Around the same time, I attended a retreat that shined light into my remaining dark spaces, repurifying my soul, helping me remember my innate value. I also met an incredible man who reflected my shift back to me. I wasn’t the same woman I’d been when I met him, desperately seeking validation. I tend to see the good in the men I’m interested in, seeing their potential and ignoring my intuition. The truth is that this is a huge gift and a challenge—a reminder of the need for more shadow work, to step deeper into self-worth. With someone also willing to dive into their shadows and work through them, this creates the potential for sacred union. Relationships are meant to reflect our blind spots where growth is needed. I told him that the cracked door we had was feeling like an energy leak and I needed to know one way or the other, did he care to put in the effort to see if we had the potential to be something?
I couldn’t be the one to turn away from our connection, I needed him to do it. Maybe it’s the romantic in me. I still choose to see this as a part of my beauty.

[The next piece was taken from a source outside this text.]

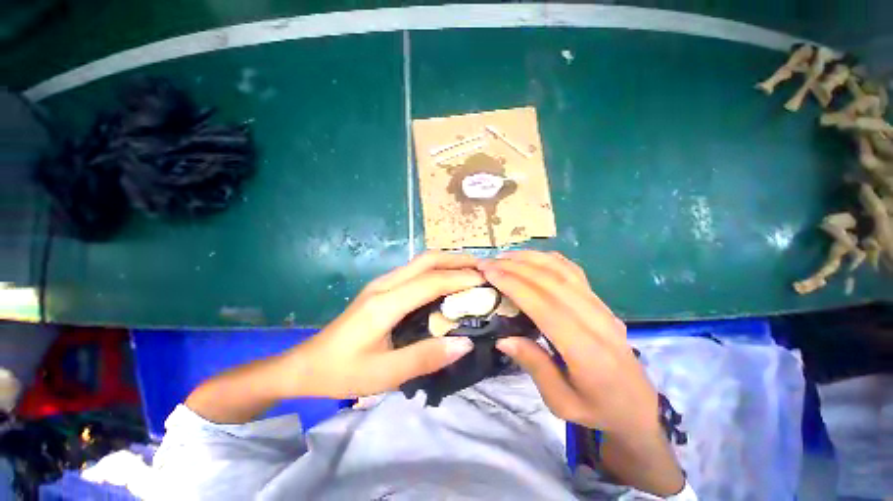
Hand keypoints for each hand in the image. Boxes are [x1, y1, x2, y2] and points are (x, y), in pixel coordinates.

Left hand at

Nels has done a lot of shadow work, so I wanted to believe he was ready for conscious partnership. He asked to take a week to think about it. We had an in-depth conversation that only left more questions and decided to have one more chat to come to a conclusion. A week later, he messaged me saying, “I am clear now that we should close the door romantically”. The truth is that I attracted him when I wasn’t standing in my worth, reflecting my shadow of self-esteem issues. He also did not see his worth or the value our connection could provide, a common theme in relationships with emotionally unavailable partners. The more I’ve healed my wounds, the more ready I’ve become for divine union, but I’m still attracting men who aren’t ready for a commitment—like the guy I met at the retreat who reflected my light back to me. But we’ll save that story for the next post.
Ultimately, I believe with all of my heart that no relationship is a waste of time, there is no “wrong person” for us.
Part of me wanted to fully grasp the lessons I was meant to gain from Nels, but I had already outgrown the version of myself that initially attracted him. Yet, the truth is, even in the brief time he was in my life, he left me with many valuable insights. He mirrored the aspects of myself I wasn’t ready to confront, forcing me to see where I needed to be more honest and heal. He also broadened my understanding of what’s possible in a partner. Despite noticing much of his shadow, I also glimpsed his light. He showed me that there are men capable of deep, honest conversations, who speak their truth even when it’s uncomfortable, who take responsibility for their part, and who can make me laugh until I’m snorting and crying. He proved that the affection I crave isn’t too much, and that there are men who can meet me there. I’ll always be grateful for the role he played in my journey.